## MATERIALS PROVIDED
▼▼▼
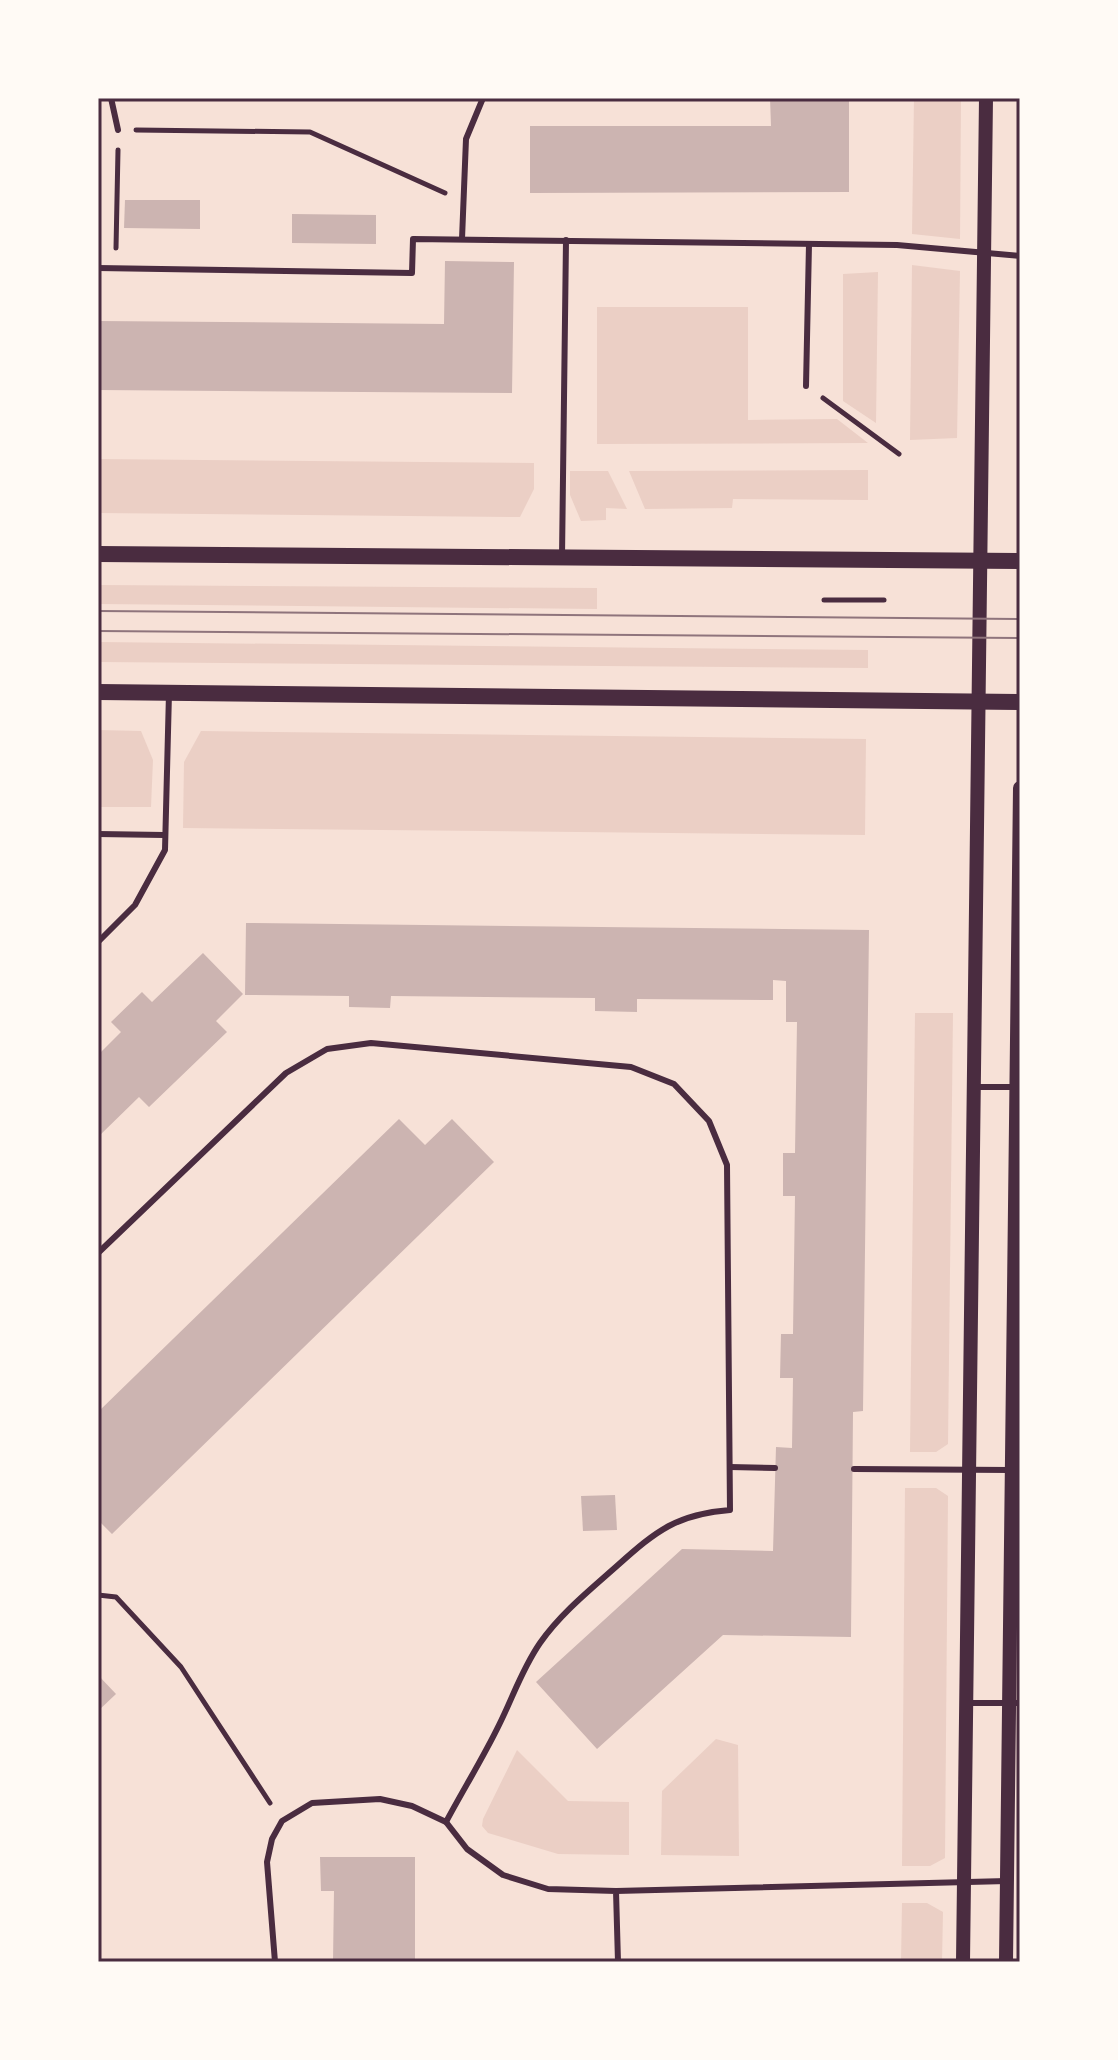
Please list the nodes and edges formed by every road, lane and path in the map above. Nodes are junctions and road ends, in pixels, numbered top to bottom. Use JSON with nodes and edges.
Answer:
{"nodes":[{"id":1,"x":111,"y":98,"type":"edge"},
{"id":2,"x":483,"y":98,"type":"edge"},
{"id":3,"x":986,"y":98,"type":"edge"},
{"id":4,"x":118,"y":130,"type":"junction"},
{"id":5,"x":464,"y":202,"type":"junction"},
{"id":6,"x":462,"y":239,"type":"junction"},
{"id":7,"x":566,"y":240,"type":"junction"},
{"id":8,"x":809,"y":244,"type":"junction"},
{"id":9,"x":984,"y":255,"type":"junction"},
{"id":10,"x":1020,"y":256,"type":"edge"},
{"id":11,"x":98,"y":268,"type":"edge"},
{"id":12,"x":116,"y":268,"type":"junction"},
{"id":13,"x":806,"y":386,"type":"joint"},
{"id":14,"x":899,"y":454,"type":"dead end"},
{"id":15,"x":98,"y":554,"type":"edge"},
{"id":16,"x":562,"y":557,"type":"junction"},
{"id":17,"x":980,"y":560,"type":"junction"},
{"id":18,"x":1020,"y":561,"type":"edge"},
{"id":19,"x":824,"y":600,"type":"dead end"},
{"id":20,"x":884,"y":600,"type":"dead end"},
{"id":21,"x":98,"y":692,"type":"edge"},
{"id":22,"x":169,"y":693,"type":"junction"},
{"id":23,"x":977,"y":701,"type":"junction"},
{"id":24,"x":1020,"y":702,"type":"edge"},
{"id":25,"x":1020,"y":788,"type":"edge"},
{"id":26,"x":98,"y":834,"type":"edge"},
{"id":27,"x":164,"y":835,"type":"junction"},
{"id":28,"x":98,"y":942,"type":"edge"},
{"id":29,"x":973,"y":1087,"type":"junction"},
{"id":30,"x":1018,"y":1087,"type":"edge"},
{"id":31,"x":98,"y":1253,"type":"edge"},
{"id":32,"x":730,"y":1467,"type":"junction"},
{"id":33,"x":775,"y":1468,"type":"dead end"},
{"id":34,"x":854,"y":1469,"type":"dead end"},
{"id":35,"x":968,"y":1470,"type":"junction"},
{"id":36,"x":1011,"y":1470,"type":"junction"},
{"id":37,"x":98,"y":1595,"type":"edge"},
{"id":38,"x":965,"y":1703,"type":"junction"},
{"id":39,"x":1014,"y":1703,"type":"edge"},
{"id":40,"x":282,"y":1821,"type":"junction"},
{"id":41,"x":446,"y":1822,"type":"junction"},
{"id":42,"x":1007,"y":1881,"type":"junction"},
{"id":43,"x":965,"y":1882,"type":"junction"},
{"id":44,"x":616,"y":1891,"type":"junction"},
{"id":45,"x":275,"y":1962,"type":"edge"},
{"id":46,"x":618,"y":1962,"type":"edge"},
{"id":47,"x":963,"y":1962,"type":"edge"},
{"id":48,"x":1006,"y":1962,"type":"edge"}],
"edges":[{"from":1,"to":4,"type":"lane"},
{"from":2,"to":5,"type":"lane"},
{"from":3,"to":9,"type":"street"},
{"from":4,"to":5,"type":"path"},
{"from":4,"to":12,"type":"path"},
{"from":5,"to":6,"type":"lane"},
{"from":6,"to":7,"type":"lane"},
{"from":6,"to":12,"type":"lane"},
{"from":7,"to":8,"type":"lane"},
{"from":7,"to":16,"type":"lane"},
{"from":8,"to":9,"type":"lane"},
{"from":8,"to":13,"type":"lane"},
{"from":9,"to":10,"type":"lane"},
{"from":9,"to":17,"type":"street"},
{"from":11,"to":12,"type":"lane"},
{"from":13,"to":14,"type":"path"},
{"from":15,"to":16,"type":"main road"},
{"from":16,"to":17,"type":"main road"},
{"from":17,"to":18,"type":"main road"},
{"from":17,"to":23,"type":"street"},
{"from":19,"to":20,"type":"path"},
{"from":21,"to":22,"type":"main road"},
{"from":22,"to":23,"type":"main road"},
{"from":22,"to":27,"type":"lane"},
{"from":23,"to":24,"type":"main road"},
{"from":23,"to":29,"type":"street"},
{"from":25,"to":30,"type":"street"},
{"from":26,"to":27,"type":"lane"},
{"from":27,"to":28,"type":"lane"},
{"from":29,"to":30,"type":"lane"},
{"from":29,"to":35,"type":"street"},
{"from":30,"to":36,"type":"street"},
{"from":31,"to":32,"type":"lane"},
{"from":32,"to":33,"type":"lane"},
{"from":32,"to":41,"type":"lane"},
{"from":34,"to":35,"type":"lane"},
{"from":35,"to":36,"type":"lane"},
{"from":35,"to":38,"type":"street"},
{"from":36,"to":39,"type":"street"},
{"from":37,"to":40,"type":"path"},
{"from":38,"to":39,"type":"lane"},
{"from":38,"to":43,"type":"street"},
{"from":39,"to":42,"type":"street"},
{"from":40,"to":41,"type":"lane"},
{"from":40,"to":45,"type":"lane"},
{"from":41,"to":44,"type":"lane"},
{"from":42,"to":43,"type":"lane"},
{"from":42,"to":48,"type":"street"},
{"from":43,"to":44,"type":"lane"},
{"from":43,"to":47,"type":"street"},
{"from":44,"to":46,"type":"lane"}]}
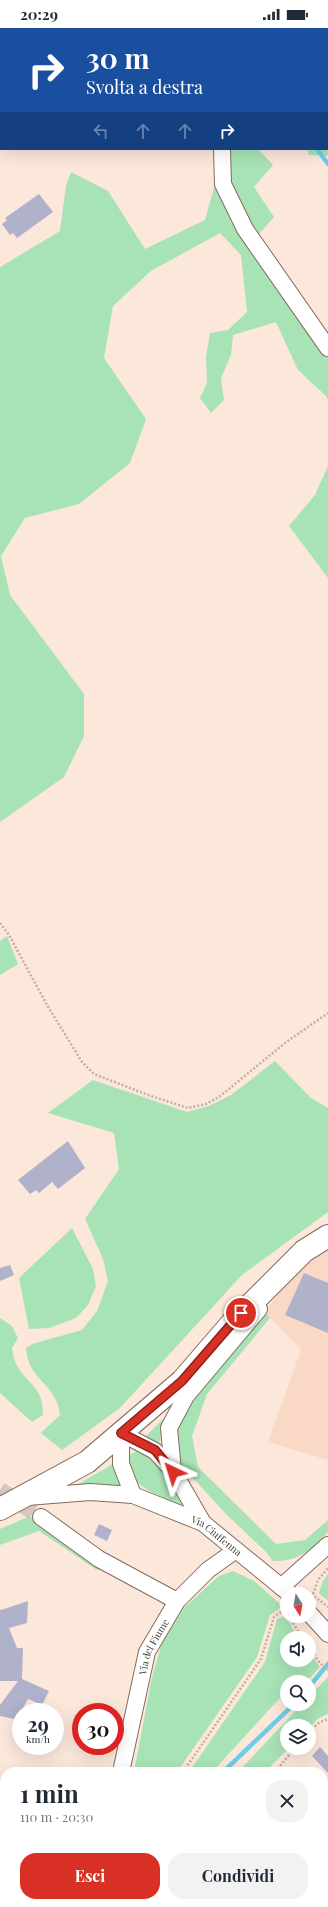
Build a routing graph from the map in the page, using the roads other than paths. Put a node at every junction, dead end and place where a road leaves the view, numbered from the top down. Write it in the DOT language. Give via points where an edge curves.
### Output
graph roads {
  1 [pos="222,150"];
  2 [pos="328,348"];
  3 [pos="328,1236"];
  4 [pos="279,1275"];
  5 [pos="121,1433"];
  6 [pos="173,1472"];
  7 [pos="133,1495"];
  8 [pos="21,1498"];
  9 [pos="0,1509"];
  10 [pos="41,1517"];
  11 [pos="203,1522"];
  12 [pos="328,1546"];
  13 [pos="236,1550"];
  14 [pos="281,1587"];
  15 [pos="288,1587"];
  16 [pos="177,1601"];
  17 [pos="316,1621"];
  18 [pos="328,1634"];
  19 [pos="122,1767"];
  1 -- 2 [label="street" via="222,184 245,229"];
  3 -- 4 [label="main road" via="304,1251"];
  4 -- 5 [label="main road" via="232,1323 182,1381"];
  4 -- 6 [label="street" via="263,1304 186,1396 169,1428"];
  5 -- 6 [label="street" via="155,1450"];
  5 -- 7 [label="street" via="121,1464"];
  5 -- 8 [label="main road" via="87,1462"];
  6 -- 11 [label="street"];
  7 -- 8 [label="street, Via Ciuffenna" via="90,1492"];
  7 -- 11 [label="street, Via Ciuffenna"];
  8 -- 9 [label="main road"];
  10 -- 16 [label="street" via="99,1559"];
  11 -- 13 [label="street, Via Ciuffenna"];
  12 -- 15 [label="street"];
  13 -- 14 [label="street, Via Ciuffenna"];
  13 -- 16 [label="street, Via del Fiume" via="208,1570"];
  16 -- 19 [label="street, Via del Fiume" via="147,1652"];
  17 -- 18 [label="street"];
}
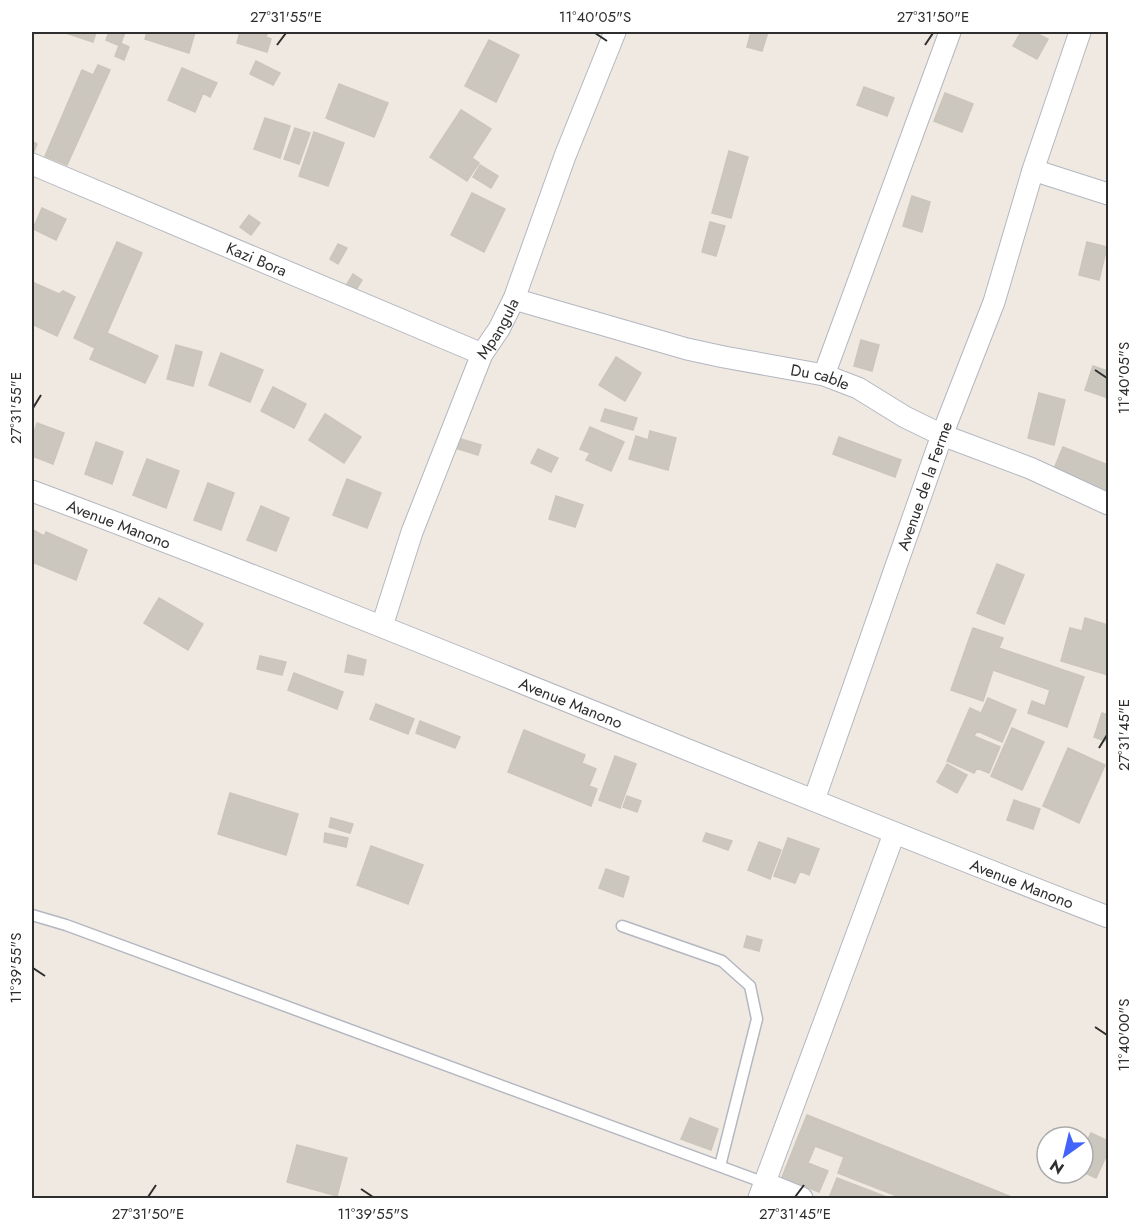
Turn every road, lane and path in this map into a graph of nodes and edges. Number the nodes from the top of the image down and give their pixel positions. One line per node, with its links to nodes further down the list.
1 (615, 32): 7 (street, Mpangula)
2 (950, 32): 9 (street)
3 (1080, 32): 5 (street, Avenue de la Ferme)
4 (32, 164): 8 (street, Kazi Bora)
5 (1033, 170): 6 (street); 10 (street, Avenue de la Ferme)
6 (1108, 194)
7 (514, 299): 8 (street, Mpangula); 9 (street, Du cable)
8 (482, 354): 13 (street, Mpangula)
9 (824, 375): 10 (street, Du cable)
10 (942, 435): 12 (street, Du cable); 14 (street, Avenue de la Ferme)
11 (32, 491): 13 (street, Avenue Manono)
12 (1108, 504)
13 (382, 626): 14 (street, Avenue Manono)
14 (814, 800): 15 (street, Avenue Manono)
15 (894, 834): 17 (street, Avenue Manono); 20 (street)
16 (32, 915): 19 (lane)
17 (1108, 917)
18 (622, 926): 19 (lane)
19 (720, 1167): 20 (lane)
20 (762, 1191): 21 (street)
21 (802, 1198)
▲▲▲
## WHAT THIS TASK INVOLVES
From the listing above, collect each line in which the string "Fiume" appears.

## ANSWER TO THIS PROBLEM
  13 -- 16 [label="street, Via del Fiume" via="208,1570"];
  16 -- 19 [label="street, Via del Fiume" via="147,1652"];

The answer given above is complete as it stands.